PROBLEM REQUIREMENTS: From the first line to the last, restate every record word for word, leaving out the pictures.

++++ INPUT DATA

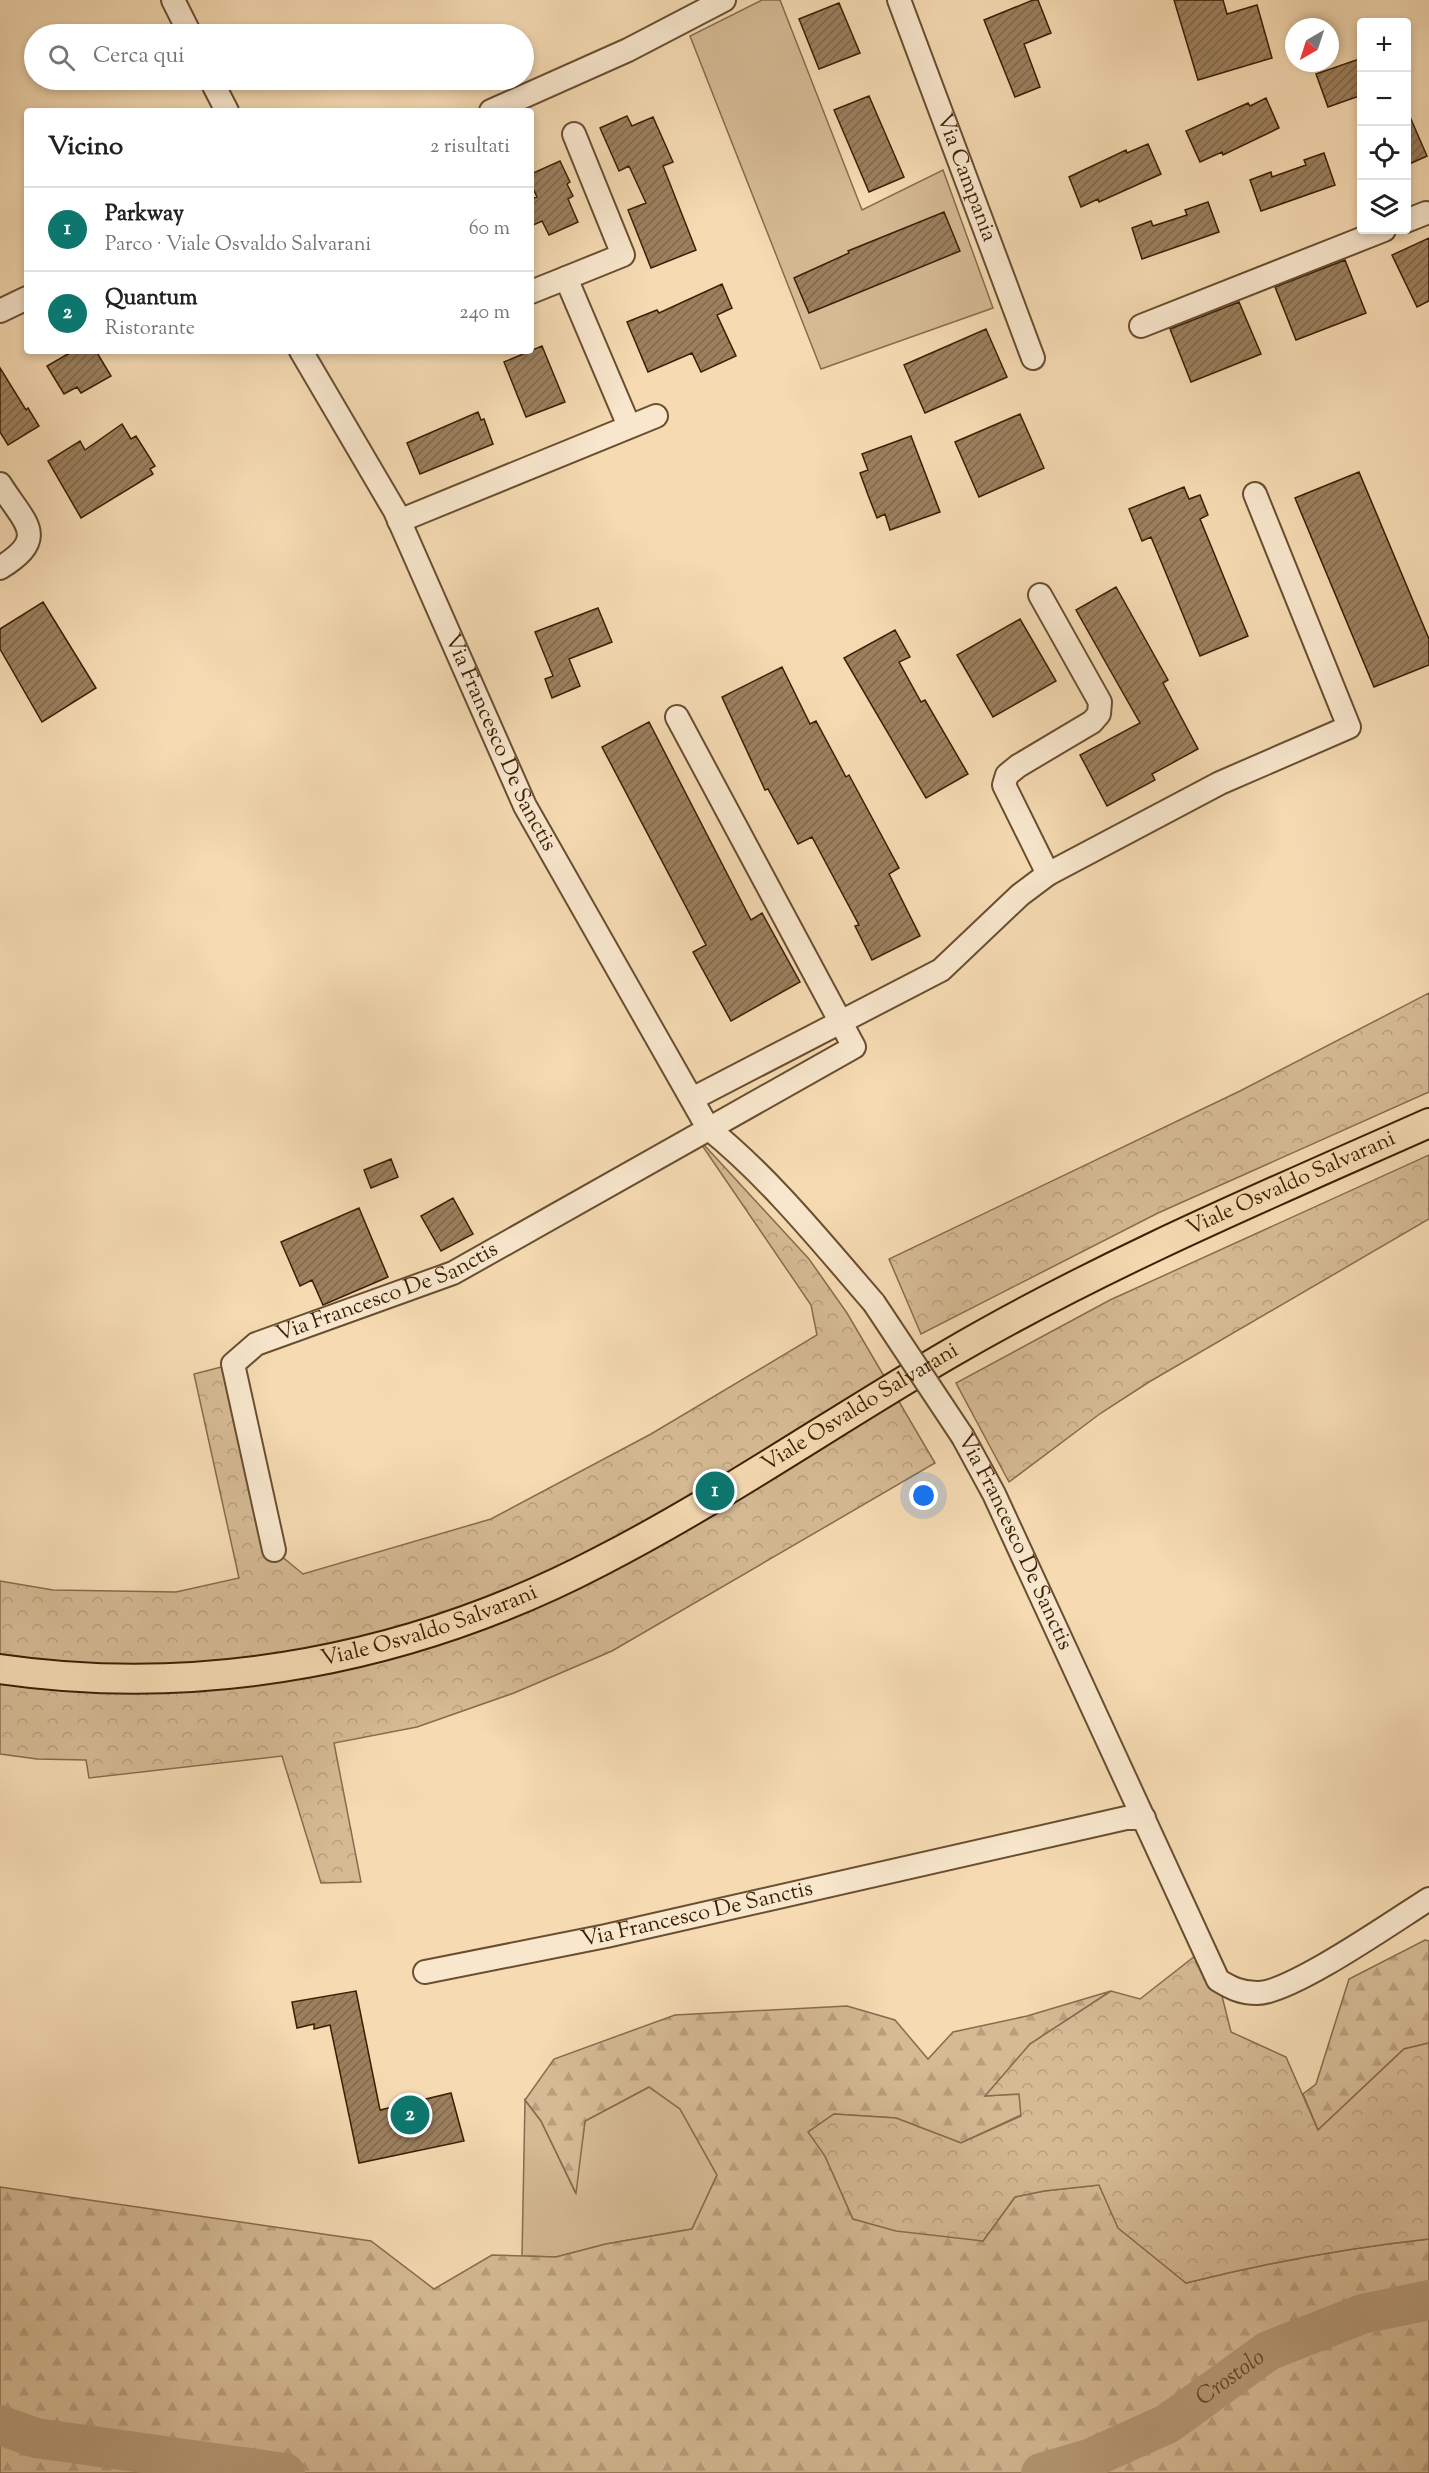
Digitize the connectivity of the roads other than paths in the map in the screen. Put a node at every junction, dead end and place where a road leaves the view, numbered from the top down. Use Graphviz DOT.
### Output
graph roads {
  1 [pos="174,0"];
  2 [pos="899,0"];
  3 [pos="718,1"];
  4 [pos="185,24"];
  5 [pos="217,90"];
  6 [pos="226,108"];
  7 [pos="498,108"];
  8 [pos="574,134"];
  9 [pos="1374,234"];
  10 [pos="566,278"];
  11 [pos="534,291"];
  12 [pos="24,299"];
  13 [pos="0,311"];
  14 [pos="1141,326"];
  15 [pos="303,354"];
  16 [pos="1033,358"];
  17 [pos="656,416"];
  18 [pos="629,426"];
  19 [pos="0,484"];
  20 [pos="1255,494"];
  21 [pos="399,520"];
  22 [pos="0,568"];
  23 [pos="1040,595"];
  24 [pos="676,717"];
  25 [pos="1048,874"];
  26 [pos="840,1021"];
  27 [pos="692,1099"];
  28 [pos="1429,1123"];
  29 [pos="708,1128"];
  30 [pos="274,1550"];
  31 [pos="0,1670"];
  32 [pos="1144,1818"];
  33 [pos="1429,1899"];
  34 [pos="424,1972"];
  1 -- 4 [label="street"];
  2 -- 16 [label="street, Via Campania"];
  3 -- 7 [label="street"];
  5 -- 6 [label="street"];
  8 -- 10 [label="street"];
  9 -- 14 [label="street"];
  10 -- 11 [label="street"];
  10 -- 18 [label="street"];
  12 -- 13 [label="street"];
  15 -- 21 [label="street, Via Francesco De Sanctis"];
  17 -- 18 [label="street"];
  18 -- 21 [label="street"];
  19 -- 22 [label="street"];
  20 -- 25 [label="street"];
  21 -- 27 [label="street, Via Francesco De Sanctis"];
  23 -- 25 [label="street"];
  24 -- 26 [label="street"];
  25 -- 26 [label="street"];
  26 -- 27 [label="street"];
  26 -- 29 [label="street"];
  27 -- 29 [label="street, Via Francesco De Sanctis"];
  28 -- 31 [label="main road, Viale Osvaldo Salvarani"];
  29 -- 30 [label="street, Via Francesco De Sanctis"];
  29 -- 32 [label="street, Via Francesco De Sanctis, bridge"];
  32 -- 33 [label="street, Via Francesco De Sanctis"];
  32 -- 34 [label="street, Via Francesco De Sanctis"];
}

++++++++

ANSWER TO THIS EXERCISE:
Digitize the connectivity of the roads other than paths in the map in the screen. Put a node at every junction, dead end and place where a road leaves the view, numbered from the top down. Use Graphviz DOT.
### Output
graph roads {
  1 [pos="174,0"];
  2 [pos="899,0"];
  3 [pos="718,1"];
  4 [pos="185,24"];
  5 [pos="217,90"];
  6 [pos="226,108"];
  7 [pos="498,108"];
  8 [pos="574,134"];
  9 [pos="1374,234"];
  10 [pos="566,278"];
  11 [pos="534,291"];
  12 [pos="24,299"];
  13 [pos="0,311"];
  14 [pos="1141,326"];
  15 [pos="303,354"];
  16 [pos="1033,358"];
  17 [pos="656,416"];
  18 [pos="629,426"];
  19 [pos="0,484"];
  20 [pos="1255,494"];
  21 [pos="399,520"];
  22 [pos="0,568"];
  23 [pos="1040,595"];
  24 [pos="676,717"];
  25 [pos="1048,874"];
  26 [pos="840,1021"];
  27 [pos="692,1099"];
  28 [pos="1429,1123"];
  29 [pos="708,1128"];
  30 [pos="274,1550"];
  31 [pos="0,1670"];
  32 [pos="1144,1818"];
  33 [pos="1429,1899"];
  34 [pos="424,1972"];
  1 -- 4 [label="street"];
  2 -- 16 [label="street, Via Campania"];
  3 -- 7 [label="street"];
  5 -- 6 [label="street"];
  8 -- 10 [label="street"];
  9 -- 14 [label="street"];
  10 -- 11 [label="street"];
  10 -- 18 [label="street"];
  12 -- 13 [label="street"];
  15 -- 21 [label="street, Via Francesco De Sanctis"];
  17 -- 18 [label="street"];
  18 -- 21 [label="street"];
  19 -- 22 [label="street"];
  20 -- 25 [label="street"];
  21 -- 27 [label="street, Via Francesco De Sanctis"];
  23 -- 25 [label="street"];
  24 -- 26 [label="street"];
  25 -- 26 [label="street"];
  26 -- 27 [label="street"];
  26 -- 29 [label="street"];
  27 -- 29 [label="street, Via Francesco De Sanctis"];
  28 -- 31 [label="main road, Viale Osvaldo Salvarani"];
  29 -- 30 [label="street, Via Francesco De Sanctis"];
  29 -- 32 [label="street, Via Francesco De Sanctis, bridge"];
  32 -- 33 [label="street, Via Francesco De Sanctis"];
  32 -- 34 [label="street, Via Francesco De Sanctis"];
}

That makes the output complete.